*** Opening of Records for processing ***
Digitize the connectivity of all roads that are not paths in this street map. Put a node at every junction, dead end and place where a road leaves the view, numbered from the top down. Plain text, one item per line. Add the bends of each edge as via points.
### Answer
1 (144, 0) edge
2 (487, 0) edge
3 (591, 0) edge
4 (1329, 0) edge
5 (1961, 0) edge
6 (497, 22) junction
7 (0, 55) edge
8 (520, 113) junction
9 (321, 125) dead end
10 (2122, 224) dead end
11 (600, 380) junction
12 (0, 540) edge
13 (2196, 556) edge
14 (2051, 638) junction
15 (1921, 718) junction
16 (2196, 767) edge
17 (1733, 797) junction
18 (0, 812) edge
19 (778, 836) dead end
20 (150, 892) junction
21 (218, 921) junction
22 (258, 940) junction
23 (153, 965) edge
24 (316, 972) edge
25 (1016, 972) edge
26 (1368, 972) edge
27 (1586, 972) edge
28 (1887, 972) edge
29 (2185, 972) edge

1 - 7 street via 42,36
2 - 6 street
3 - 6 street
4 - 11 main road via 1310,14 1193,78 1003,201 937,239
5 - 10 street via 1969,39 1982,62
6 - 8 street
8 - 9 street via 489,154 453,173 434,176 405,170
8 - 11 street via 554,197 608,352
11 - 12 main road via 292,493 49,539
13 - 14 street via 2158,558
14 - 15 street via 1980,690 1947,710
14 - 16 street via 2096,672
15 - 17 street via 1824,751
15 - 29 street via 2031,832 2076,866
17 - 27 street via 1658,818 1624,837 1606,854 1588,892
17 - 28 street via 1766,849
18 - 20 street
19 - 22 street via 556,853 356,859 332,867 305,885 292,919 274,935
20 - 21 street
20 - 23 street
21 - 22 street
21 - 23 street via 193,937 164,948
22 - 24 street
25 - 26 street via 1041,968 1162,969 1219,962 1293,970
*** Close of Records for processing ***
### Task requirements
Please return the data above exactly as given.

### Response box
Digitize the connectivity of all roads that are not paths in this street map. Put a node at every junction, dead end and place where a road leaves the view, numbered from the top down. Plain text, one item per line. Add the bends of each edge as via points.
### Answer
1 (144, 0) edge
2 (487, 0) edge
3 (591, 0) edge
4 (1329, 0) edge
5 (1961, 0) edge
6 (497, 22) junction
7 (0, 55) edge
8 (520, 113) junction
9 (321, 125) dead end
10 (2122, 224) dead end
11 (600, 380) junction
12 (0, 540) edge
13 (2196, 556) edge
14 (2051, 638) junction
15 (1921, 718) junction
16 (2196, 767) edge
17 (1733, 797) junction
18 (0, 812) edge
19 (778, 836) dead end
20 (150, 892) junction
21 (218, 921) junction
22 (258, 940) junction
23 (153, 965) edge
24 (316, 972) edge
25 (1016, 972) edge
26 (1368, 972) edge
27 (1586, 972) edge
28 (1887, 972) edge
29 (2185, 972) edge

1 - 7 street via 42,36
2 - 6 street
3 - 6 street
4 - 11 main road via 1310,14 1193,78 1003,201 937,239
5 - 10 street via 1969,39 1982,62
6 - 8 street
8 - 9 street via 489,154 453,173 434,176 405,170
8 - 11 street via 554,197 608,352
11 - 12 main road via 292,493 49,539
13 - 14 street via 2158,558
14 - 15 street via 1980,690 1947,710
14 - 16 street via 2096,672
15 - 17 street via 1824,751
15 - 29 street via 2031,832 2076,866
17 - 27 street via 1658,818 1624,837 1606,854 1588,892
17 - 28 street via 1766,849
18 - 20 street
19 - 22 street via 556,853 356,859 332,867 305,885 292,919 274,935
20 - 21 street
20 - 23 street
21 - 22 street
21 - 23 street via 193,937 164,948
22 - 24 street
25 - 26 street via 1041,968 1162,969 1219,962 1293,970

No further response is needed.